Sequential Methods for Error Correction of Probabilistic Wind Power Forecasts

TL;DR

This paper introduces NABQR, a novel sequential approach combining neural networks and time-adaptive quantile regression to improve probabilistic wind power forecasts, achieving up to 40% accuracy gains over existing methods.

Contribution

The paper presents NABQR, a new method that integrates neural networks with adaptive quantile regression for more accurate wind power forecast correction.

Findings

NABQR outperforms state-of-the-art methods in accuracy.

LSTM networks are most effective for error correction.
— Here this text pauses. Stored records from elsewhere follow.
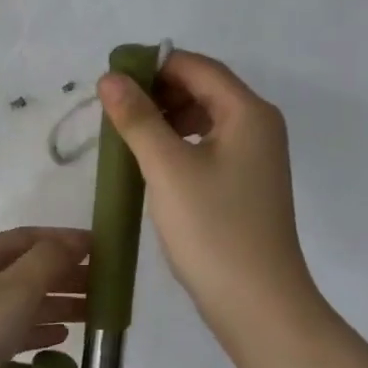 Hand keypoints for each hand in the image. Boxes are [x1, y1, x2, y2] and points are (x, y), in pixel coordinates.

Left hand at [0, 228, 89, 367]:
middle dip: (65, 273)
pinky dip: (40, 330)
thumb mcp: (15, 289)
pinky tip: (62, 337)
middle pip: (27, 270)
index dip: (63, 239)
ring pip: (23, 302)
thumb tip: (71, 242)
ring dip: (58, 303)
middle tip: (104, 285)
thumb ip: (47, 261)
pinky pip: (15, 332)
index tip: (100, 248)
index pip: (27, 238)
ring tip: (94, 312)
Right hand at [98, 51, 319, 338]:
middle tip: (113, 112)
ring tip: (126, 137)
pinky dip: (177, 145)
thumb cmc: (212, 228)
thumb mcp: (167, 168)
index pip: (196, 66)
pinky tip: (150, 164)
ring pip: (204, 119)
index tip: (109, 81)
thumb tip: (110, 77)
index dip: (152, 65)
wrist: (257, 302)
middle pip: (203, 89)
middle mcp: (258, 126)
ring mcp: (255, 157)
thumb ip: (137, 118)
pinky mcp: (244, 184)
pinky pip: (207, 147)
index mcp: (248, 112)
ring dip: (164, 120)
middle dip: (157, 92) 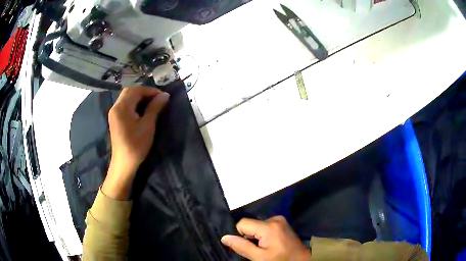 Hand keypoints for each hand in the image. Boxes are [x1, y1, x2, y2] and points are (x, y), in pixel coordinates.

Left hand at [102, 86, 168, 199]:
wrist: (124, 163)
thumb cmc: (136, 145)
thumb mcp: (148, 125)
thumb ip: (155, 108)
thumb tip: (165, 95)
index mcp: (122, 107)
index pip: (136, 90)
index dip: (150, 90)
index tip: (163, 96)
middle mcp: (115, 106)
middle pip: (129, 91)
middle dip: (144, 92)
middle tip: (157, 98)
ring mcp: (114, 112)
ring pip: (126, 97)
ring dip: (139, 96)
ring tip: (152, 103)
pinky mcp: (115, 118)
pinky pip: (124, 104)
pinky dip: (134, 102)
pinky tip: (142, 109)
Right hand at [221, 216, 310, 260]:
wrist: (301, 260)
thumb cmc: (280, 260)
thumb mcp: (259, 257)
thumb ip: (241, 247)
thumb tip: (224, 237)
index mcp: (268, 226)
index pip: (242, 224)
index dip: (239, 235)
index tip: (246, 247)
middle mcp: (274, 218)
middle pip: (250, 224)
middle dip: (249, 236)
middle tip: (256, 249)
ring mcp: (280, 220)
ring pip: (257, 226)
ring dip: (256, 236)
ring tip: (264, 247)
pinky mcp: (282, 223)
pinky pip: (265, 226)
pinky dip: (263, 234)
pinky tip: (270, 243) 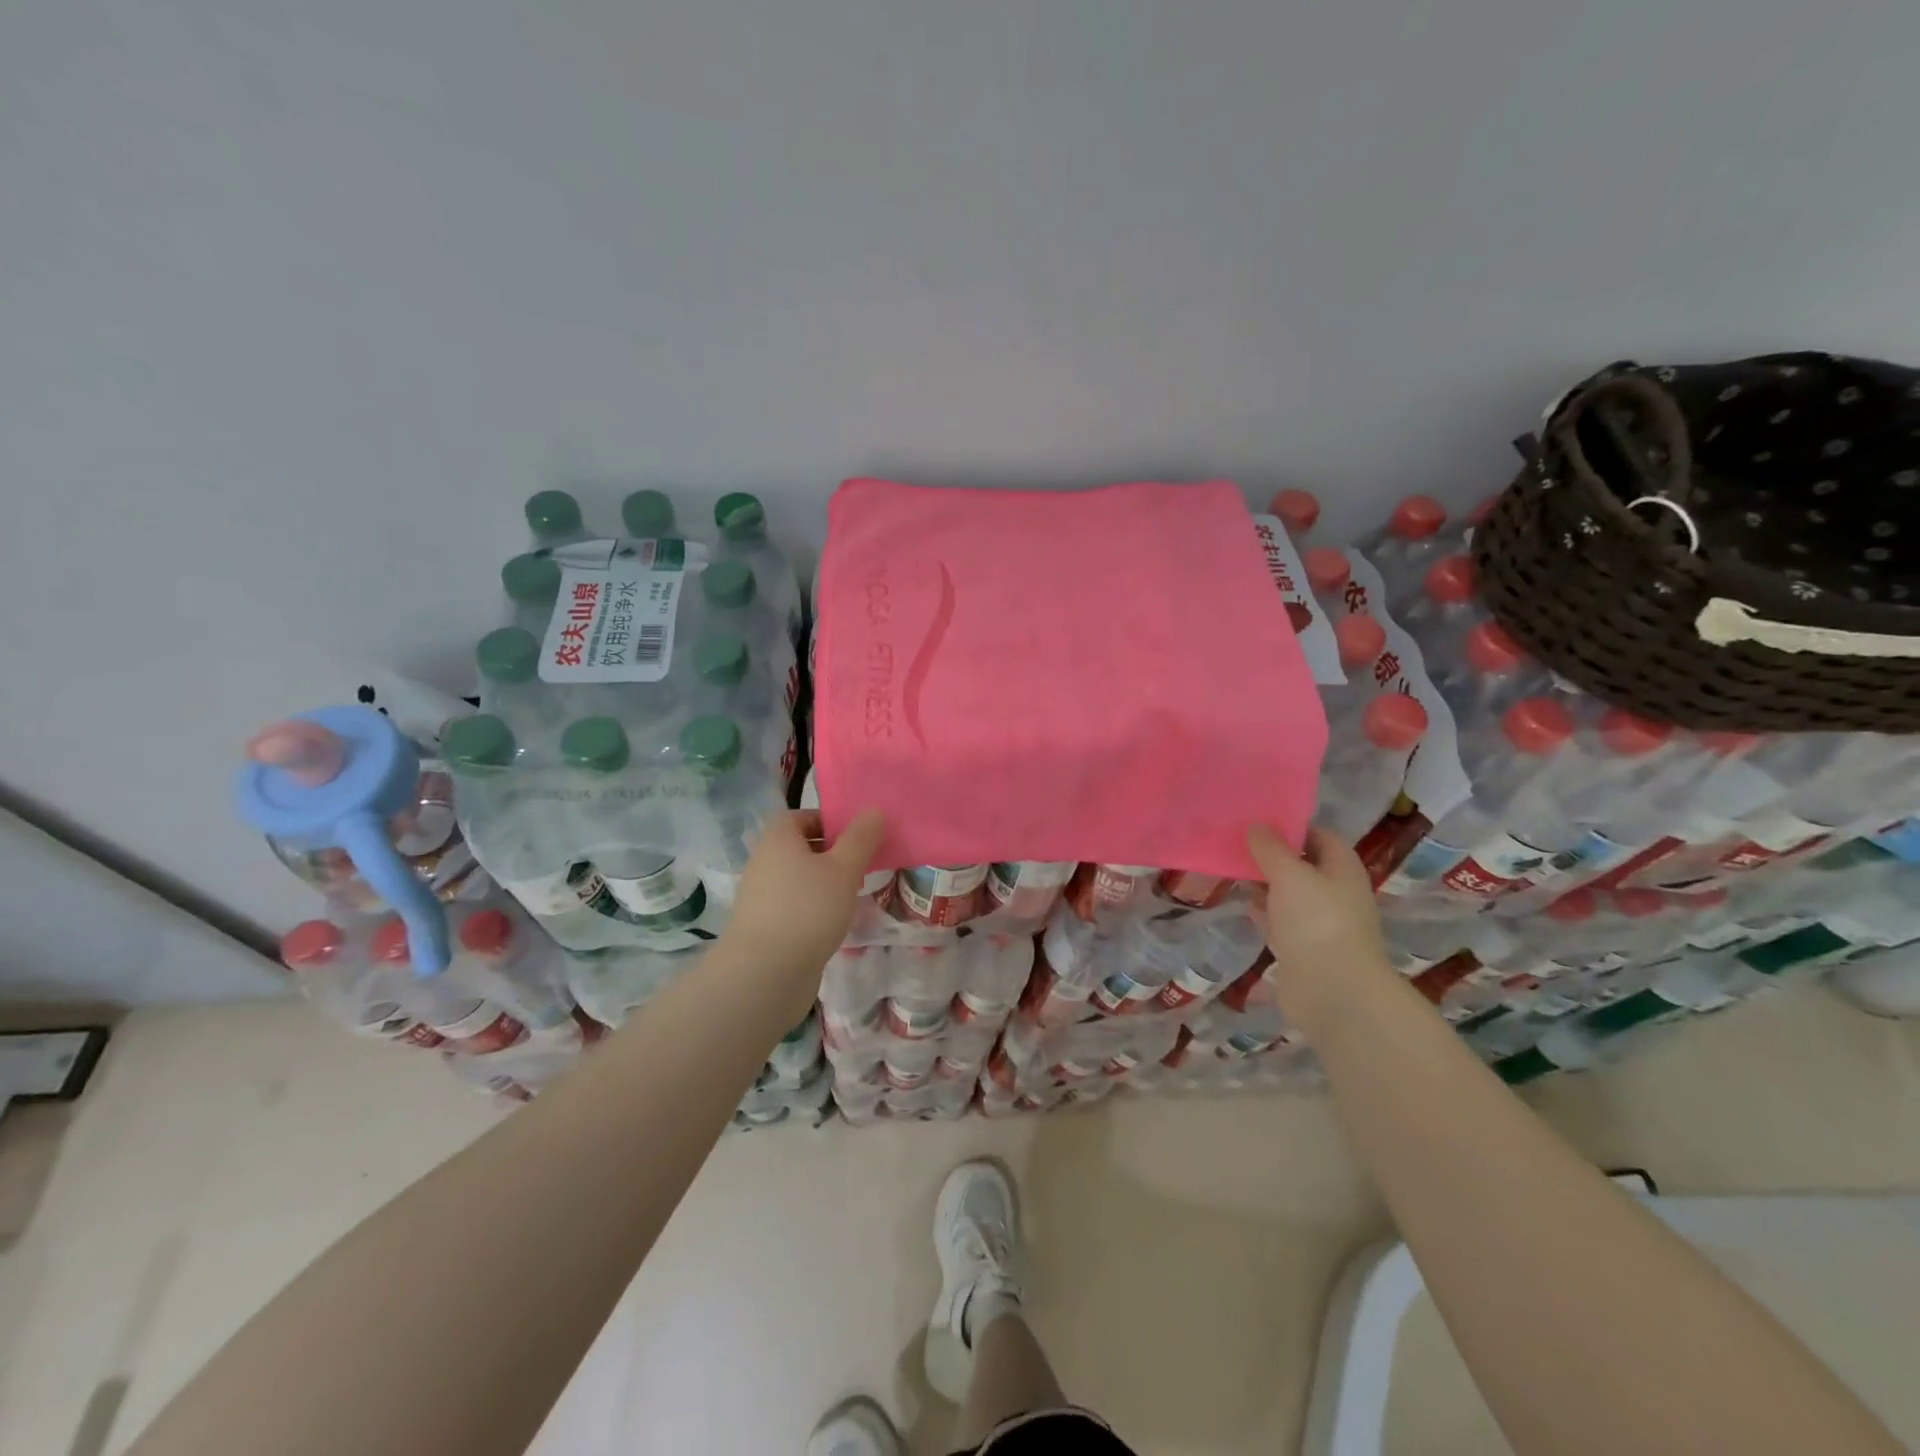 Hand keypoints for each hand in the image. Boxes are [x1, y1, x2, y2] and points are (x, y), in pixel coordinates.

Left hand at [722, 808, 886, 1021]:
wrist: (765, 975)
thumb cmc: (808, 910)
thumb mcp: (844, 869)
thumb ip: (861, 839)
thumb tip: (873, 810)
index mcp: (777, 840)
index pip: (799, 816)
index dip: (828, 821)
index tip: (856, 836)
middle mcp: (764, 863)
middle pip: (800, 848)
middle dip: (832, 853)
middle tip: (863, 864)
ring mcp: (761, 897)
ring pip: (799, 879)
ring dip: (825, 883)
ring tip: (854, 895)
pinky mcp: (764, 927)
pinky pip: (794, 906)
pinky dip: (814, 909)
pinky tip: (835, 924)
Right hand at [1246, 824, 1399, 1040]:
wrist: (1334, 994)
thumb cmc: (1317, 923)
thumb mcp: (1290, 875)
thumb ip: (1270, 848)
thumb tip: (1255, 826)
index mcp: (1342, 869)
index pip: (1320, 836)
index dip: (1292, 827)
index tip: (1257, 821)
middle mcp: (1334, 893)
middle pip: (1302, 865)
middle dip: (1271, 855)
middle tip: (1235, 843)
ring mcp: (1319, 923)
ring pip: (1288, 894)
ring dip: (1263, 884)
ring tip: (1230, 868)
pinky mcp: (1302, 949)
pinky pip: (1280, 921)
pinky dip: (1262, 912)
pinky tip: (1242, 904) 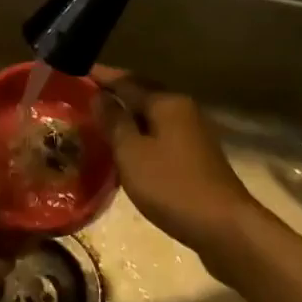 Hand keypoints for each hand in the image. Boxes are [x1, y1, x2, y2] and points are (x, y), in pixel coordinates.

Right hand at [94, 67, 253, 257]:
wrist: (226, 229)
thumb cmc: (172, 186)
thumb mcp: (131, 153)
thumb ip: (113, 121)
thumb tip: (99, 95)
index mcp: (165, 102)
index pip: (125, 80)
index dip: (100, 76)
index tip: (75, 72)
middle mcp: (181, 108)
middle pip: (142, 93)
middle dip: (114, 92)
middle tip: (85, 94)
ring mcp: (192, 132)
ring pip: (151, 114)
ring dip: (127, 113)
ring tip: (99, 118)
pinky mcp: (195, 155)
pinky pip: (160, 133)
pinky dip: (140, 132)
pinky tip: (126, 146) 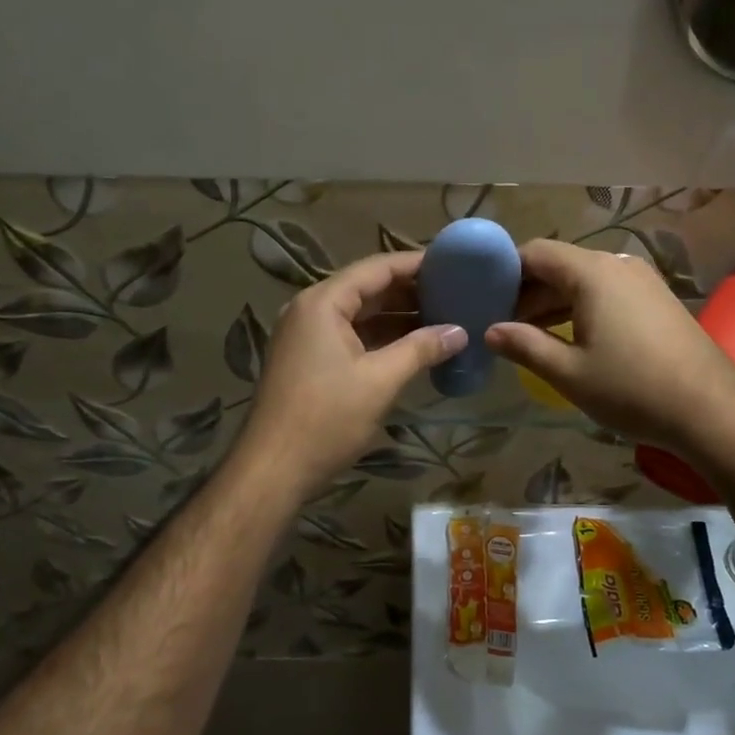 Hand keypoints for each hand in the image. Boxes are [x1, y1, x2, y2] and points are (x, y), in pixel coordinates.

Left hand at [236, 252, 466, 496]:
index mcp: (323, 303)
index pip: (377, 268)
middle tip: (455, 293)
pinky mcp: (308, 361)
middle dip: (410, 292)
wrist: (273, 469)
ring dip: (398, 317)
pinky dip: (381, 339)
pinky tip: (413, 347)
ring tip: (443, 318)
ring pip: (359, 315)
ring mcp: (306, 337)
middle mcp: (310, 310)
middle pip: (367, 289)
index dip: (416, 264)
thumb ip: (421, 349)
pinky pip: (350, 337)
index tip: (454, 265)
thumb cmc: (326, 419)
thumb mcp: (380, 381)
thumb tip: (460, 332)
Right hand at [486, 239, 734, 452]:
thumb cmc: (632, 389)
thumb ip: (524, 346)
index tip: (483, 298)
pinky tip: (569, 337)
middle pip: (559, 264)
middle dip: (527, 291)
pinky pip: (607, 292)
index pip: (535, 252)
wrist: (711, 409)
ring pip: (583, 279)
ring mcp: (642, 280)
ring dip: (553, 302)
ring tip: (528, 335)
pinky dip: (580, 307)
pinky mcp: (657, 299)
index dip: (505, 271)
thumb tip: (491, 331)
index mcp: (592, 273)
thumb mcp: (568, 372)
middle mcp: (617, 264)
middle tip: (501, 324) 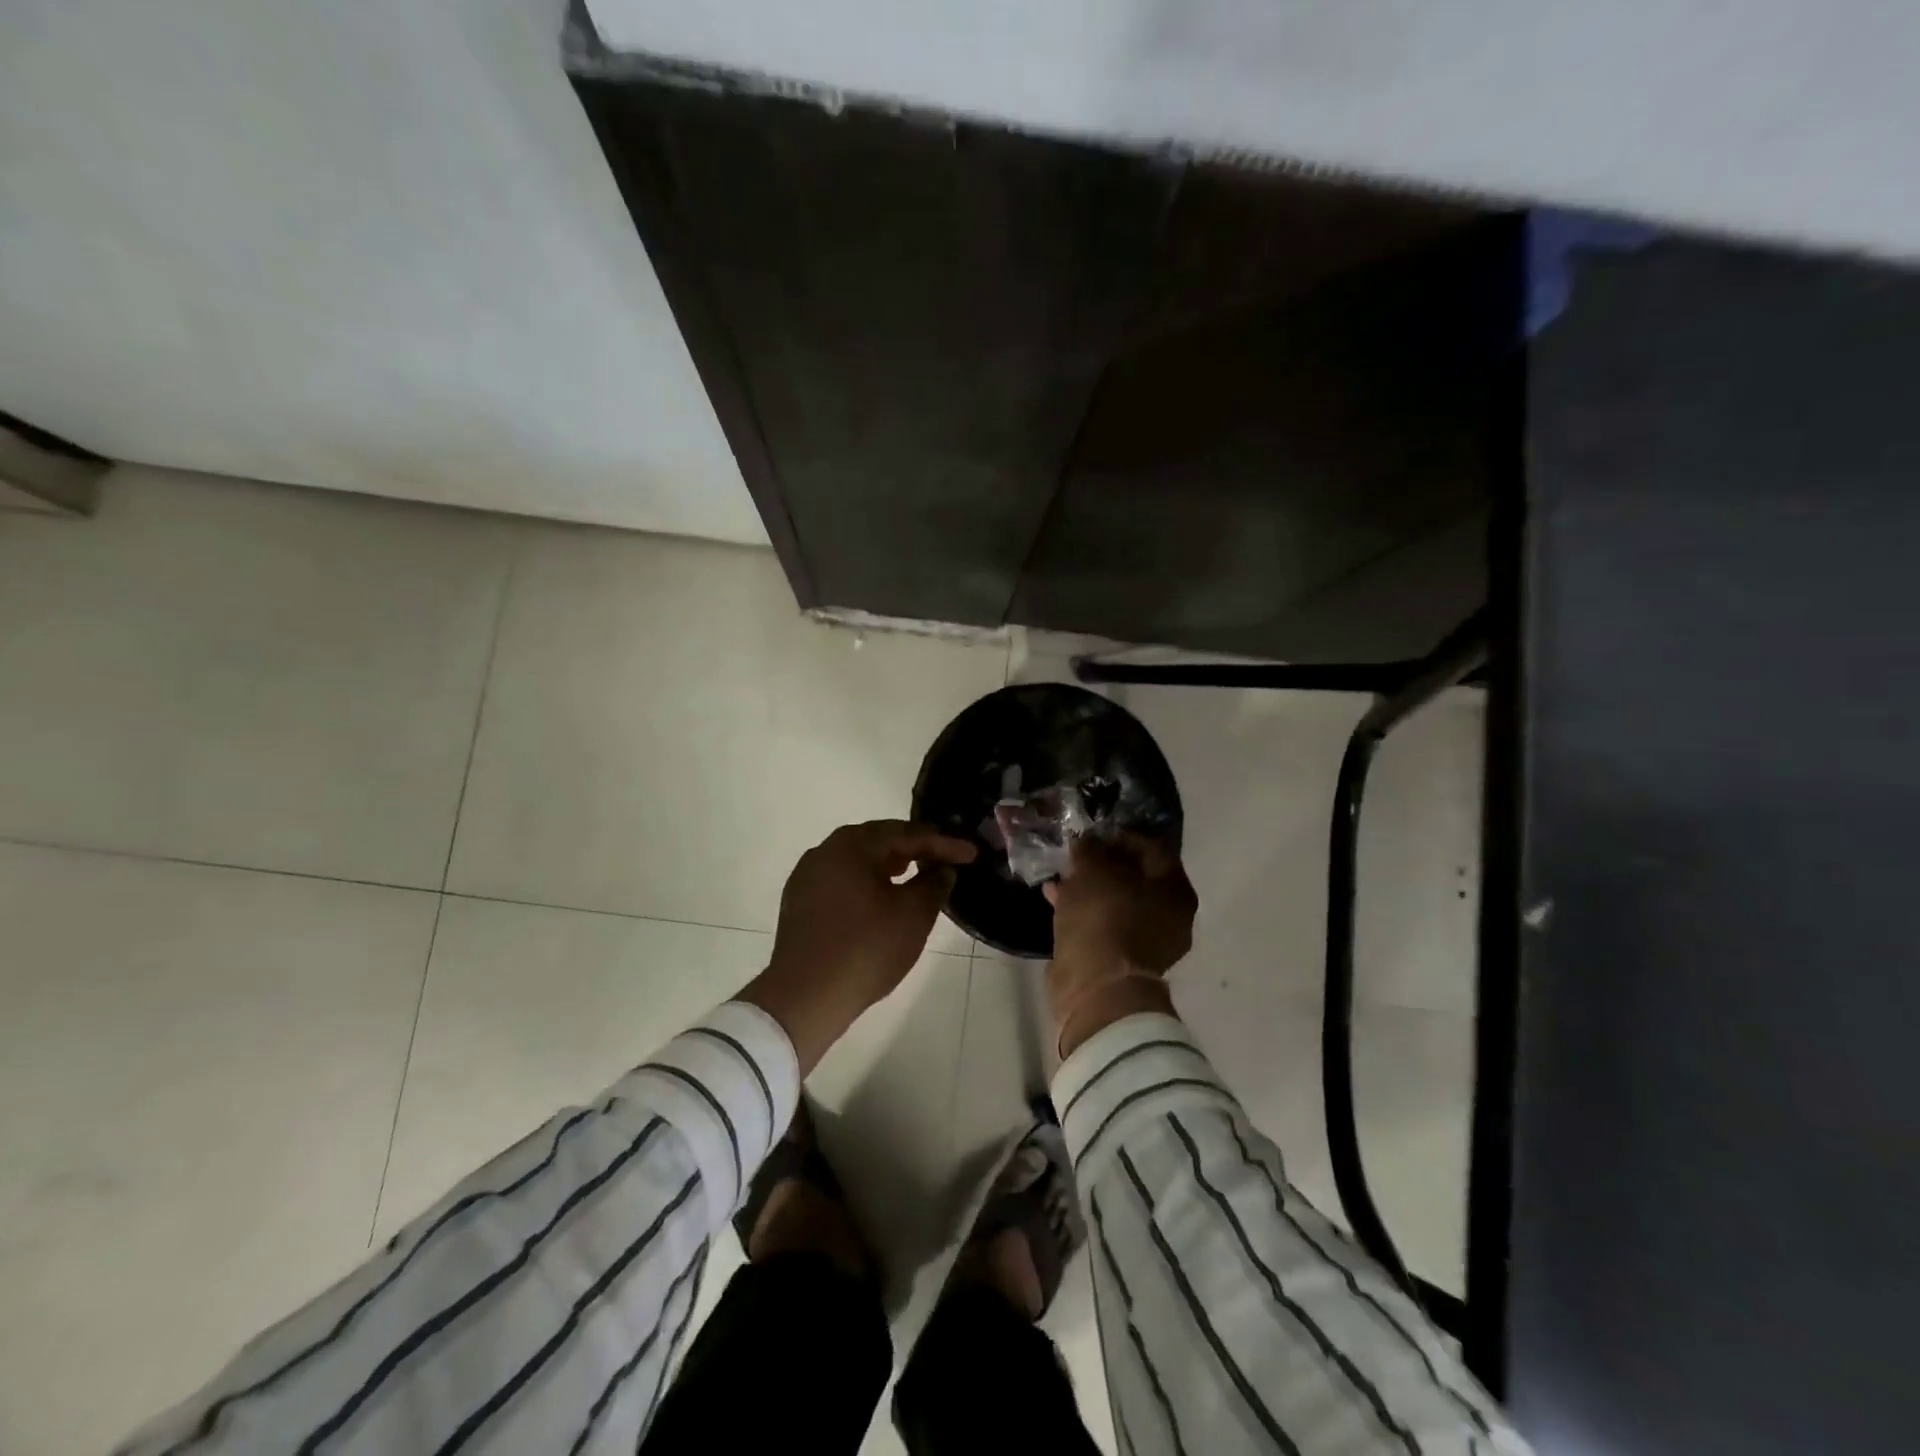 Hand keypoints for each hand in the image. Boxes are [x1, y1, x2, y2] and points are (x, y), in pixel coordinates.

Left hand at [742, 820, 976, 1071]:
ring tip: (915, 875)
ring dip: (889, 865)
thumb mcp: (913, 915)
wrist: (805, 997)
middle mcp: (824, 851)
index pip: (906, 834)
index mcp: (851, 845)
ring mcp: (807, 876)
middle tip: (943, 859)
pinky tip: (881, 899)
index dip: (942, 843)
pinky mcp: (799, 902)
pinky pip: (841, 881)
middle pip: (878, 841)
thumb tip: (941, 869)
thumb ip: (933, 884)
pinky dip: (866, 883)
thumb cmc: (866, 948)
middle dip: (913, 849)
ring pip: (857, 861)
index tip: (970, 854)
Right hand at [1045, 834, 1197, 1056]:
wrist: (1096, 987)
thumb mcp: (1092, 870)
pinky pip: (1101, 925)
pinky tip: (1054, 896)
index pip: (1152, 849)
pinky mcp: (1120, 961)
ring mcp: (1146, 942)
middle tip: (1076, 852)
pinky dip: (1081, 910)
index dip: (1121, 836)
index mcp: (1175, 890)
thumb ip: (1090, 850)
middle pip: (1135, 878)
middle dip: (1103, 863)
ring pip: (1115, 902)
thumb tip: (1086, 842)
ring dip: (1089, 887)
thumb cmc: (1104, 918)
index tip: (1093, 832)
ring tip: (1060, 872)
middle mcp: (1169, 916) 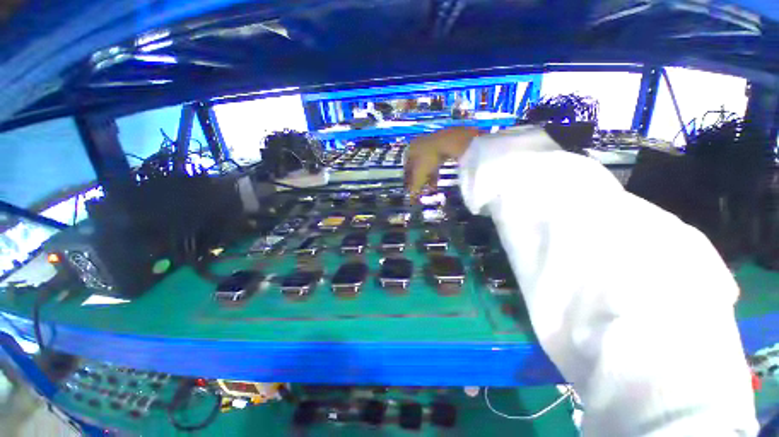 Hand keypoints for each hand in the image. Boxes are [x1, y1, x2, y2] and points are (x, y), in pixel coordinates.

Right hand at [404, 127, 479, 198]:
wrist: (450, 141)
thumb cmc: (430, 158)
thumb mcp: (420, 176)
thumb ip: (414, 188)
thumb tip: (411, 199)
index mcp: (409, 150)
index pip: (406, 168)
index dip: (408, 181)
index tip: (413, 190)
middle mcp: (418, 145)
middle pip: (416, 167)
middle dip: (420, 180)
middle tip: (423, 190)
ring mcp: (431, 143)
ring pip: (427, 165)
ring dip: (428, 178)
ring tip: (432, 188)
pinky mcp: (443, 144)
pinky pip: (436, 161)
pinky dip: (436, 171)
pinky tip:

Method achieves up to 40% improvement in forecast accuracy.

Abstract

Reliable probabilistic production forecasts are required to better manage the uncertainty that the rapid build-out of wind power capacity adds to future energy systems. In this article, we consider sequential methods to correct errors in wind power production forecast ensembles derived from numerical weather predictions. We propose combining neural networks with time-adaptive quantile regression to enhance the accuracy of wind power forecasts. We refer to this approach as Neural Adaptive Basis for (time-adaptive) Quantile Regression or NABQR. First, we use NABQR to correct power production ensembles with neural networks. We find that Long Short-Term Memory networks are the most effective architecture for this purpose. Second, we apply time-adaptive quantile regression to the corrected ensembles to obtain optimal median predictions along with quantiles of the forecast distribution. With the suggested method, we beat state-of-the-art methods and achieve accuracy improvements up to 40% in mean absolute terms in an application to day-ahead forecasting of on- and offshore wind power production in Denmark. In addition, we explore the value of our method for applications in energy trading. We have implemented the NABQR method as an open-source Python package to support applications in renewable energy forecasting and future research.